##### GIVEN DATA
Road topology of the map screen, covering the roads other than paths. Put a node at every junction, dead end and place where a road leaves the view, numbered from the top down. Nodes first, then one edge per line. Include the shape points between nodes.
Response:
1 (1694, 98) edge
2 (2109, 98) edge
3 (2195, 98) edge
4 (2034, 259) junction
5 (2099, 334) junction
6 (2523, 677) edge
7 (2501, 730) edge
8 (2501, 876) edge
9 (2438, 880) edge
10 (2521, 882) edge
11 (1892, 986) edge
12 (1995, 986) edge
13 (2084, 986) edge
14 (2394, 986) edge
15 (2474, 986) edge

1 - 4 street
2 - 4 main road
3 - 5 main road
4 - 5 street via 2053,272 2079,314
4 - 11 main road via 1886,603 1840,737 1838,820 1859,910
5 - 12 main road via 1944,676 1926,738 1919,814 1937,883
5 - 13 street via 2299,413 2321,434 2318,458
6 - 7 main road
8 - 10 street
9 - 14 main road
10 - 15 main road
##########
In your answer, reproduce every entry exactly as it was written.

Road topology of the map screen, covering the roads other than paths. Put a node at every junction, dead end and place where a road leaves the view, numbered from the top down. Nodes first, then one edge per line. Include the shape points between nodes.
Response:
1 (1694, 98) edge
2 (2109, 98) edge
3 (2195, 98) edge
4 (2034, 259) junction
5 (2099, 334) junction
6 (2523, 677) edge
7 (2501, 730) edge
8 (2501, 876) edge
9 (2438, 880) edge
10 (2521, 882) edge
11 (1892, 986) edge
12 (1995, 986) edge
13 (2084, 986) edge
14 (2394, 986) edge
15 (2474, 986) edge

1 - 4 street
2 - 4 main road
3 - 5 main road
4 - 5 street via 2053,272 2079,314
4 - 11 main road via 1886,603 1840,737 1838,820 1859,910
5 - 12 main road via 1944,676 1926,738 1919,814 1937,883
5 - 13 street via 2299,413 2321,434 2318,458
6 - 7 main road
8 - 10 street
9 - 14 main road
10 - 15 main road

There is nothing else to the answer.